*** Block opens ***

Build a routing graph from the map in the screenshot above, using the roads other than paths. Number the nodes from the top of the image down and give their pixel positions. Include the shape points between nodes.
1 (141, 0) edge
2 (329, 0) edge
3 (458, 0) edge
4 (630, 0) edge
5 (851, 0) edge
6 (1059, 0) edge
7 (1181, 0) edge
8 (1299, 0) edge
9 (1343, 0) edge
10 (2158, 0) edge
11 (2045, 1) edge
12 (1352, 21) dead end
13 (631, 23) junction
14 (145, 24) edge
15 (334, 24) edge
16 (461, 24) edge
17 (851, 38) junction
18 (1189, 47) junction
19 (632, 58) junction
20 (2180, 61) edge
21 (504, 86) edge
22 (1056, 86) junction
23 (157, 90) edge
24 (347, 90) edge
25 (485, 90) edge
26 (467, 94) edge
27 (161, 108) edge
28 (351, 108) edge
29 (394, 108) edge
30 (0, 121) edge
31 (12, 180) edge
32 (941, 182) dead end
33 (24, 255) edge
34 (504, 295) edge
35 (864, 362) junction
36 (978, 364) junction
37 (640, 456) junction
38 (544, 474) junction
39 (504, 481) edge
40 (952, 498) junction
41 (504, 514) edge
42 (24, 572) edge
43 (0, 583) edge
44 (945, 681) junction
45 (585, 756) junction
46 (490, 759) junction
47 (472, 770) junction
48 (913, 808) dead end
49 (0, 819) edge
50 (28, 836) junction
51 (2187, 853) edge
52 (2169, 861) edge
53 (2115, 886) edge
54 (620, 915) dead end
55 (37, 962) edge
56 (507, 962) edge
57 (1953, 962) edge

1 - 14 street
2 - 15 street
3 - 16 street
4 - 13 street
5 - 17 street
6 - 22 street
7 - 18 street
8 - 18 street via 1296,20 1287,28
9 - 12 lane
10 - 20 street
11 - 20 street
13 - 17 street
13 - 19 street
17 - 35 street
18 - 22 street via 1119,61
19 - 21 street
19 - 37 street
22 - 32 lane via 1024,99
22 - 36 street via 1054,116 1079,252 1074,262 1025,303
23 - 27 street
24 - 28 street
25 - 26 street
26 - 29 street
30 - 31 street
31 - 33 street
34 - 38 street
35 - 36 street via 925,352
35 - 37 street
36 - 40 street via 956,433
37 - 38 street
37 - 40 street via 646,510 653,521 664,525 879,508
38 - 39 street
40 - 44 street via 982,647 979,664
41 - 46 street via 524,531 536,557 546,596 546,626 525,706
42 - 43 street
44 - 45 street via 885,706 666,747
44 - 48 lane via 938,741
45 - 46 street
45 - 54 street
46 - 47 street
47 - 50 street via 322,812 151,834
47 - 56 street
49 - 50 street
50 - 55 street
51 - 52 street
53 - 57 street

*** Block closes ***

Work item |
Each line above with the string "dead" should be reported in full.

Task response |
12 (1352, 21) dead end
32 (941, 182) dead end
48 (913, 808) dead end
54 (620, 915) dead end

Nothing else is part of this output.